一 HashMap的loadFactor为什么是0.75？

先说一下什么是loadFactor ：

loadFactor即装载因子，装载因子的计算公式是： 散列表的装载因子 = 填入表中的元素个数 / 散列表长度 ，如果有人问你0.75的分子分母是什么，依据这个公式回答就可以了。一般情况下，我们会尽可能保证散列表中有一定比例的空闲槽位。我们用装载因子来表示空位的多少。

装载因子越大，说明空闲位置越少，冲突越多，散列表的性能会下降 。所以如果装载因子是1，显然不合适。

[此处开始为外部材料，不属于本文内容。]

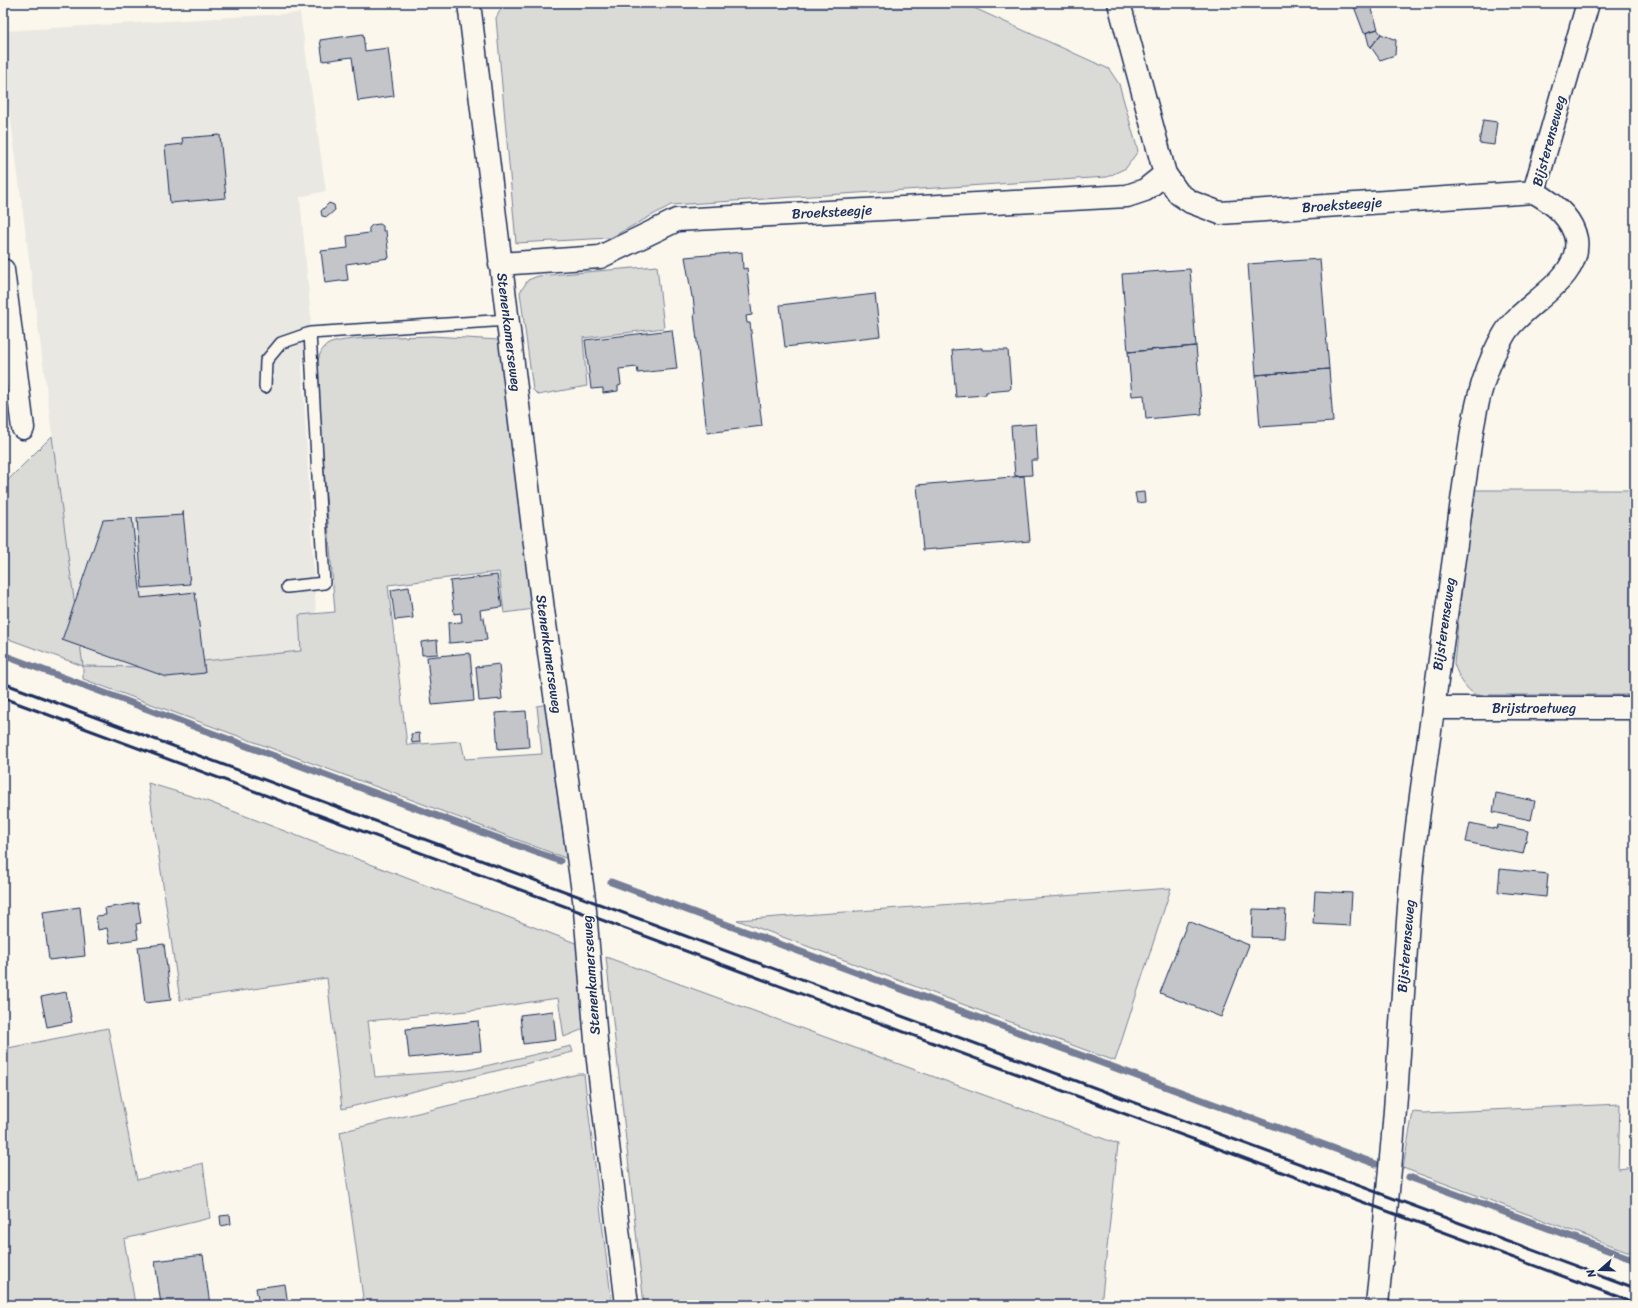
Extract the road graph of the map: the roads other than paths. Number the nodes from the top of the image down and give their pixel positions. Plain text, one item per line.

那如果是0.5呢？ 如果是0.5 ，那么每次达到容量的一半就进行扩容，默认容量是16，达到8就扩容成32，达到16就扩容成64，最终使用空间和未使用空间的差值会逐渐增加，空间利用率低下，也不合适。

那为什么是0.75？

我们来看看源码注释

  
 * Because TreeNodes are about twice the size of regular nodes, we  
 * use them only when bins contain enough nodes to warrant use  
 * (see TREEIFY_THRESHOLD). And when they become too small (due to  
 * removal or resizing) they are converted back to plain bins. In  
 * usages with well-distributed user hashCodes, tree bins are  
 * rarely used. Ideally, under random hashCodes, the frequency of  
 * nodes in bins follows a Poisson distribution  
 * (http://en.wikipedia.org/wiki/Poisson_distribution) with a  
 * parameter of about 0.5 on average for the default resizing  
 * threshold of 0.75, although with a large variance because of  
 * resizing granularity. Ignoring variance, the expected  
 * occurrences of list size k are (exp(-0.5) * pow(0.5, k) /  
 * factorial(k)). The first values are:  
 *  
 * 0: 0.60653066  
 * 1: 0.30326533  
 * 2: 0.07581633  
 * 3: 0.01263606  
 * 4: 0.00157952  
 * 5: 0.00015795  
 * 6: 0.00001316  
 * 7: 0.00000094  
 * 8: 0.00000006  
 * more: less than 1 in ten million

你可能看过注释或听说过泊松分布，如果不知道的，可以看这里（http://www.ruanyifeng.com/blog/2015/06/poisson-distribution.html#comment-356111）简单学习一下。不过上面这段注释 没有解释load factory默认值是0.75的原因 ，而是说load factor的值会影响泊松分布PMF函数公式中的参数λ的值。例如load factor=0.75f时λ=0.5。按照泊松分布公式来看，期望放入bin中数据的数量k=8，e是一个无理常数，λ的值受load factor的值的影响。

picture.image

DEFAULT_LOAD_FACTOR =0.75f的真正原因是什么？

我们还是回到源码注释中，来看这一段：

  
* <p>As a general rule, the default load factor (.75) offers a good  
 * tradeoff between time and space costs. Higher values decrease the  
 * space overhead but increase the lookup cost (reflected in most of  
 * the operations of the <tt>HashMap</tt> class, including  
 * <tt>get</tt> and <tt>put</tt>). The expected number of entries in  
 * the map and its load factor should be taken into account when  
 * setting its initial capacity, so as to minimize the number of  
 * rehash operations. If the initial capacity is greater than the  
 * maximum number of entries divided by the load factor, no rehash  
 * operations will ever occur.

简单翻译下：

通常，默认负载因子（.75）在时间和空间成本之间提供了一个很好的权衡。较高的值会减少空间开销，但会增加查找成本（在HashMap类的大多数操作中都得到体现，包括get和put）。设置其初始容量时，应考虑映射中的预期条目数及其负载因子，以最大程度地减少重新哈希操作的数量。如果初始容量大于最大条目数除以负载因子，则不会发生任何哈希操作。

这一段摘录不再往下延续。